Dataset excerpts below:

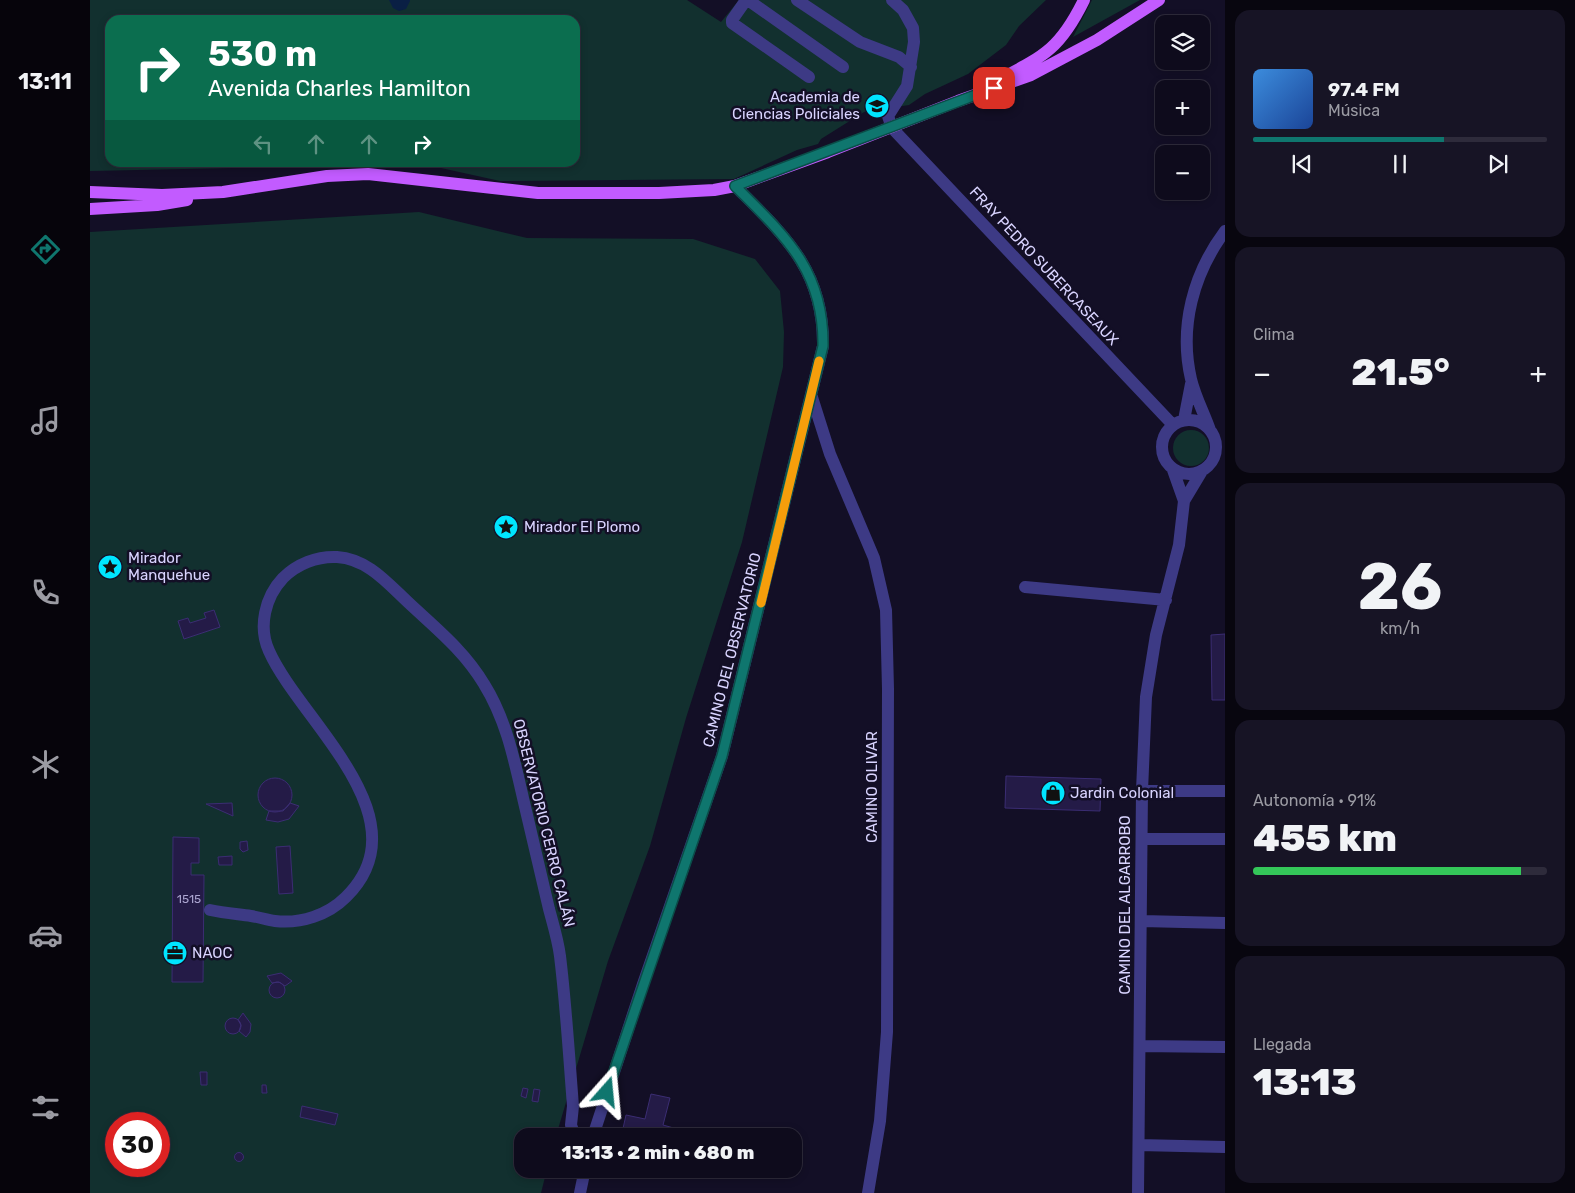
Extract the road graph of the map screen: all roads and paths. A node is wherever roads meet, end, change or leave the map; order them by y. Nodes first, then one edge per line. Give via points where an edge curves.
1 (747, 0) edge
2 (797, 0) edge
3 (892, 0) edge
4 (1084, 0) edge
5 (1159, 0) edge
6 (843, 66) dead end
7 (911, 67) junction
8 (809, 77) dead end
9 (958, 101) junction
10 (892, 128) junction
11 (735, 186) junction
12 (90, 192) edge
13 (224, 192) junction
14 (90, 209) edge
15 (1225, 232) edge
16 (1191, 381) junction
17 (811, 394) junction
18 (1178, 423) junction
19 (1217, 436) edge
20 (1225, 459) edge
21 (1207, 468) junction
22 (1173, 470) junction
23 (1184, 501) junction
24 (1025, 587) dead end
25 (1166, 600) junction
26 (1142, 791) junction
27 (1225, 791) edge
28 (1142, 839) junction
29 (1225, 839) edge
30 (210, 910) dead end
31 (1142, 921) junction
32 (1225, 923) edge
33 (1140, 1046) junction
34 (1225, 1047) edge
35 (572, 1128) edge
36 (596, 1128) edge
37 (1139, 1145) junction
38 (1225, 1147) edge
39 (583, 1178) edge
40 (580, 1193) edge
41 (868, 1193) edge
42 (1138, 1193) edge

1 - 6 street
1 - 8 street via 732,23
2 - 7 street via 860,42 899,57
3 - 7 street via 903,10 913,28
4 - 9 main road via 1070,27 1045,55
5 - 9 main road via 1097,40 1031,75
7 - 10 street via 907,86 888,116
9 - 10 main road
10 - 11 main road
10 - 18 street, FRAY PEDRO SUBERCASEAUX
11 - 13 main road via 679,192 538,193 368,174 327,176
11 - 17 street, CAMINO DEL OBSERVATORIO via 791,243 814,284 822,315 823,346
12 - 13 main road via 162,195
13 - 14 main road via 157,206
15 - 16 street via 1205,262 1190,308 1186,332
16 - 18 street
16 - 19 street
17 - 36 street, CAMINO DEL OBSERVATORIO via 722,756
17 - 41 street, CAMINO OLIVAR via 836,471 874,558 886,610 887,1032 880,1121
18 - 19 street via 1198,422
18 - 22 street via 1167,431 1162,447 1167,464
19 - 21 street via 1217,447
20 - 21 street
21 - 22 street via 1187,474
21 - 23 street, CAMINO DEL ALGARROBO
22 - 23 street, CAMINO DEL ALGARROBO
23 - 25 street, CAMINO DEL ALGARROBO via 1179,545
24 - 25 street
25 - 26 street, CAMINO DEL ALGARROBO via 1156,636 1146,698
26 - 27 street
26 - 28 street, CAMINO DEL ALGARROBO
28 - 29 street
28 - 31 street, CAMINO DEL ALGARROBO
30 - 35 street, OBSERVATORIO CERRO CALÁN via 287,922 312,918 345,898 367,866 372,835 367,803 340,755 269,652 264,631 269,600 279,582 291,571 325,557 357,562 376,572 452,642 485,685 501,718 560,953
31 - 32 street
31 - 33 street, CAMINO DEL ALGARROBO
33 - 34 street
33 - 37 street, CAMINO DEL ALGARROBO
37 - 38 street
37 - 42 street, CAMINO DEL ALGARROBO
39 - 40 street

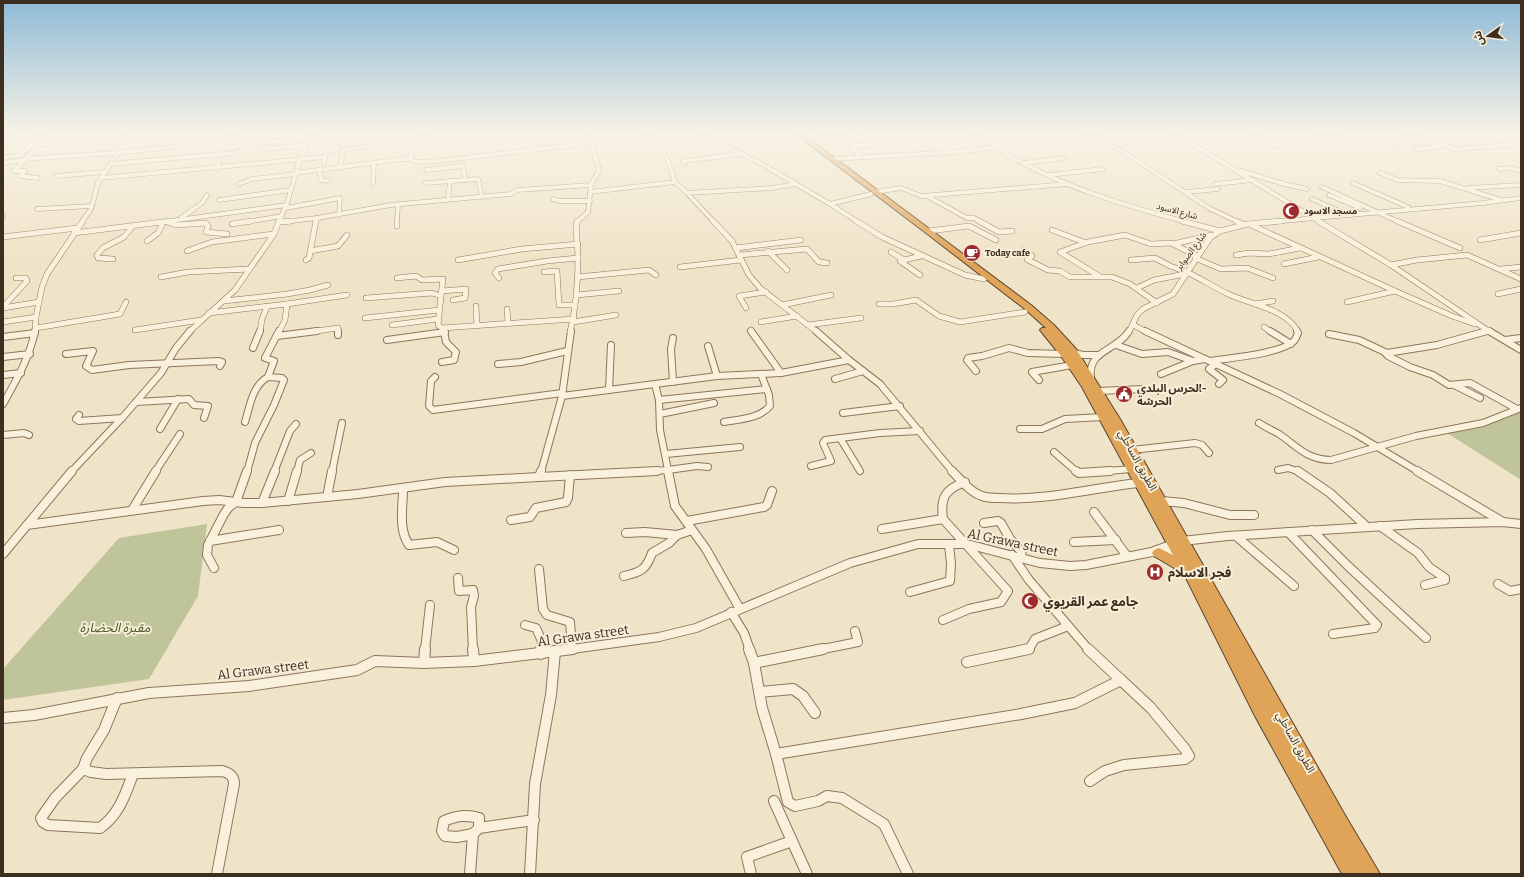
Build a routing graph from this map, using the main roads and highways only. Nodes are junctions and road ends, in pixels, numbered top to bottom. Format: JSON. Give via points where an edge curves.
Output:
{"nodes":[{"id":1,"x":849,"y":176,"type":"edge"},
{"id":2,"x":852,"y":176,"type":"edge"},
{"id":3,"x":873,"y":193,"type":"junction"},
{"id":4,"x":955,"y":255,"type":"junction"},
{"id":5,"x":1070,"y":353,"type":"junction"},
{"id":6,"x":1171,"y":548,"type":"junction"},
{"id":7,"x":1191,"y":575,"type":"junction"},
{"id":8,"x":1261,"y":711,"type":"junction"},
{"id":9,"x":1278,"y":711,"type":"junction"},
{"id":10,"x":1352,"y":874,"type":"edge"},
{"id":11,"x":1371,"y":874,"type":"edge"}],
"edges":[{"from":1,"to":3,"type":"highway","name":"الطريق الساحلي"},
{"from":2,"to":3,"type":"highway","name":"الطريق الساحلي"},
{"from":3,"to":4,"type":"highway","name":"الطريق الساحلي"},
{"from":3,"to":4,"type":"highway","name":"الطريق الساحلي","via":[[929,231]]},
{"from":4,"to":5,"type":"highway","name":"الطريق الساحلي","via":[[1025,312]]},
{"from":4,"to":5,"type":"highway","name":"الطريق الساحلي","via":[[1028,307],[1062,337]]},
{"from":5,"to":6,"type":"highway","name":"الطريق الساحلي","via":[[1072,365],[1148,500],[1164,541]]},
{"from":5,"to":6,"type":"highway","name":"الطريق الساحلي","via":[[1091,378],[1161,501]]},
{"from":6,"to":7,"type":"highway","name":"الطريق الساحلي"},
{"from":6,"to":7,"type":"highway","via":[[1178,563]]},
{"from":6,"to":9,"type":"highway","name":"الطريق الساحلي"},
{"from":7,"to":8,"type":"highway","name":"الطريق الساحلي"},
{"from":8,"to":9,"type":"highway"},
{"from":8,"to":10,"type":"highway","name":"الطريق الساحلي"},
{"from":9,"to":11,"type":"highway","name":"الطريق الساحلي"}]}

End of Dataset excerpts.

Pictures aside, reproduce all of the data exactly.

Extract the road graph of the map screen: all roads and paths. A node is wherever roads meet, end, change or leave the map; order them by y. Nodes first, then one edge per line. Give via points where an edge curves.
1 (747, 0) edge
2 (797, 0) edge
3 (892, 0) edge
4 (1084, 0) edge
5 (1159, 0) edge
6 (843, 66) dead end
7 (911, 67) junction
8 (809, 77) dead end
9 (958, 101) junction
10 (892, 128) junction
11 (735, 186) junction
12 (90, 192) edge
13 (224, 192) junction
14 (90, 209) edge
15 (1225, 232) edge
16 (1191, 381) junction
17 (811, 394) junction
18 (1178, 423) junction
19 (1217, 436) edge
20 (1225, 459) edge
21 (1207, 468) junction
22 (1173, 470) junction
23 (1184, 501) junction
24 (1025, 587) dead end
25 (1166, 600) junction
26 (1142, 791) junction
27 (1225, 791) edge
28 (1142, 839) junction
29 (1225, 839) edge
30 (210, 910) dead end
31 (1142, 921) junction
32 (1225, 923) edge
33 (1140, 1046) junction
34 (1225, 1047) edge
35 (572, 1128) edge
36 (596, 1128) edge
37 (1139, 1145) junction
38 (1225, 1147) edge
39 (583, 1178) edge
40 (580, 1193) edge
41 (868, 1193) edge
42 (1138, 1193) edge

1 - 6 street
1 - 8 street via 732,23
2 - 7 street via 860,42 899,57
3 - 7 street via 903,10 913,28
4 - 9 main road via 1070,27 1045,55
5 - 9 main road via 1097,40 1031,75
7 - 10 street via 907,86 888,116
9 - 10 main road
10 - 11 main road
10 - 18 street, FRAY PEDRO SUBERCASEAUX
11 - 13 main road via 679,192 538,193 368,174 327,176
11 - 17 street, CAMINO DEL OBSERVATORIO via 791,243 814,284 822,315 823,346
12 - 13 main road via 162,195
13 - 14 main road via 157,206
15 - 16 street via 1205,262 1190,308 1186,332
16 - 18 street
16 - 19 street
17 - 36 street, CAMINO DEL OBSERVATORIO via 722,756
17 - 41 street, CAMINO OLIVAR via 836,471 874,558 886,610 887,1032 880,1121
18 - 19 street via 1198,422
18 - 22 street via 1167,431 1162,447 1167,464
19 - 21 street via 1217,447
20 - 21 street
21 - 22 street via 1187,474
21 - 23 street, CAMINO DEL ALGARROBO
22 - 23 street, CAMINO DEL ALGARROBO
23 - 25 street, CAMINO DEL ALGARROBO via 1179,545
24 - 25 street
25 - 26 street, CAMINO DEL ALGARROBO via 1156,636 1146,698
26 - 27 street
26 - 28 street, CAMINO DEL ALGARROBO
28 - 29 street
28 - 31 street, CAMINO DEL ALGARROBO
30 - 35 street, OBSERVATORIO CERRO CALÁN via 287,922 312,918 345,898 367,866 372,835 367,803 340,755 269,652 264,631 269,600 279,582 291,571 325,557 357,562 376,572 452,642 485,685 501,718 560,953
31 - 32 street
31 - 33 street, CAMINO DEL ALGARROBO
33 - 34 street
33 - 37 street, CAMINO DEL ALGARROBO
37 - 38 street
37 - 42 street, CAMINO DEL ALGARROBO
39 - 40 street

Build a routing graph from this map, using the main roads and highways only. Nodes are junctions and road ends, in pixels, numbered top to bottom. Format: JSON. Give via points where an edge curves.
Output:
{"nodes":[{"id":1,"x":849,"y":176,"type":"edge"},
{"id":2,"x":852,"y":176,"type":"edge"},
{"id":3,"x":873,"y":193,"type":"junction"},
{"id":4,"x":955,"y":255,"type":"junction"},
{"id":5,"x":1070,"y":353,"type":"junction"},
{"id":6,"x":1171,"y":548,"type":"junction"},
{"id":7,"x":1191,"y":575,"type":"junction"},
{"id":8,"x":1261,"y":711,"type":"junction"},
{"id":9,"x":1278,"y":711,"type":"junction"},
{"id":10,"x":1352,"y":874,"type":"edge"},
{"id":11,"x":1371,"y":874,"type":"edge"}],
"edges":[{"from":1,"to":3,"type":"highway","name":"الطريق الساحلي"},
{"from":2,"to":3,"type":"highway","name":"الطريق الساحلي"},
{"from":3,"to":4,"type":"highway","name":"الطريق الساحلي"},
{"from":3,"to":4,"type":"highway","name":"الطريق الساحلي","via":[[929,231]]},
{"from":4,"to":5,"type":"highway","name":"الطريق الساحلي","via":[[1025,312]]},
{"from":4,"to":5,"type":"highway","name":"الطريق الساحلي","via":[[1028,307],[1062,337]]},
{"from":5,"to":6,"type":"highway","name":"الطريق الساحلي","via":[[1072,365],[1148,500],[1164,541]]},
{"from":5,"to":6,"type":"highway","name":"الطريق الساحلي","via":[[1091,378],[1161,501]]},
{"from":6,"to":7,"type":"highway","name":"الطريق الساحلي"},
{"from":6,"to":7,"type":"highway","via":[[1178,563]]},
{"from":6,"to":9,"type":"highway","name":"الطريق الساحلي"},
{"from":7,"to":8,"type":"highway","name":"الطريق الساحلي"},
{"from":8,"to":9,"type":"highway"},
{"from":8,"to":10,"type":"highway","name":"الطريق الساحلي"},
{"from":9,"to":11,"type":"highway","name":"الطريق الساحلي"}]}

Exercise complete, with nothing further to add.